About a week ago, I paid a visit to my son AJ at Fort Starch Military Academy. Putting him (and Sety) in that school was bar none the toughest thing I’ve ever had to do.
Fort Starch is this huge campus with wood cabins surrounding the main building.
I approached Sergeant Downey, the commandant in charge of AJ’s regiment (Sety has a different commandant and is in a separate regiment) and asked him if I could see my son.
“Our different regiments have different visitation days and hours,” he explained. “In your son’s case, his visiting hours are from 10 to 3 on weekends.”
“But it’s Tuesday afternoon. I’m going crazy here, I have to see my son.”
“I’m sorry, Mrs. Cheesman, no exceptions.”
It was the first time I’d ever been called Mrs. Cheesman. I wasn’t sure I liked it.
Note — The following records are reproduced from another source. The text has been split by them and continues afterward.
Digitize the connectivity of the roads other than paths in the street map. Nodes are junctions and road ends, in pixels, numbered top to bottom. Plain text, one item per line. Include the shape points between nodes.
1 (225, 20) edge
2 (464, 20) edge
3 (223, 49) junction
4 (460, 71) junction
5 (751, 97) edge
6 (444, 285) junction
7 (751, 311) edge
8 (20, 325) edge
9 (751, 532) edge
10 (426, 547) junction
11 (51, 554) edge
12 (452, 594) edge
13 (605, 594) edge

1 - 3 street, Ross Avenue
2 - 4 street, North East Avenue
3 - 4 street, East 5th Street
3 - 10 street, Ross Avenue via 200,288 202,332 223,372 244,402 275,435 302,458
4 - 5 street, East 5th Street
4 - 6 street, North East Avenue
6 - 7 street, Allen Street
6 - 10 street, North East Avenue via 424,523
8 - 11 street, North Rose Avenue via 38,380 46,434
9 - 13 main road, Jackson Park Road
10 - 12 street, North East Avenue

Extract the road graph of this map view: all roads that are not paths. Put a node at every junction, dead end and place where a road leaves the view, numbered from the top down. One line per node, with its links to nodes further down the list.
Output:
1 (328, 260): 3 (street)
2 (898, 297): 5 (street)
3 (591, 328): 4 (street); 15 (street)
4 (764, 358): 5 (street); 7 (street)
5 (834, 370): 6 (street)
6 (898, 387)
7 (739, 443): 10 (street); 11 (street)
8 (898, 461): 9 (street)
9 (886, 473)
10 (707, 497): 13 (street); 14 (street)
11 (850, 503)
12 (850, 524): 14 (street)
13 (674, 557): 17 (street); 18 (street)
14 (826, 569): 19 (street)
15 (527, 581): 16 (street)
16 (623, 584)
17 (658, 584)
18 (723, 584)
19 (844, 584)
I found out later that Sergeant Downey was the father of the boy AJ so mercilessly tormented. Whoops.
Just then I caught a glimpse of my son coming out of one of the cabins. I barely recognized him. His hair had been lopped off, he had lost weight, and his eyes took on that lost-puppy-dog look. I hoped that he had been chastened by his time at Fort Starch – indeed, it didn’t look to me to be a very forgiving place.
“Hey mom.”
“Here, I brought you something. Your favorite.” I handed him a box of coconut crème cookies. The butler baked them – but he didn’t have to know that.
We stood there for a good ten minutes, just staring at each other. Other than having my mom’s chestnut hair, he looks exactly like his father.
“Can I come home, Mom?” he begged.
It took every ounce of my strength to tell him no. In a perfect world I would have scooped him in my car and taken him and no one would have been the wiser, as he is my son and the last thing I want is for him to suffer.
“You have to serve out your sentence,” I told him, “if we let you come home, who knows what the consequences would be?”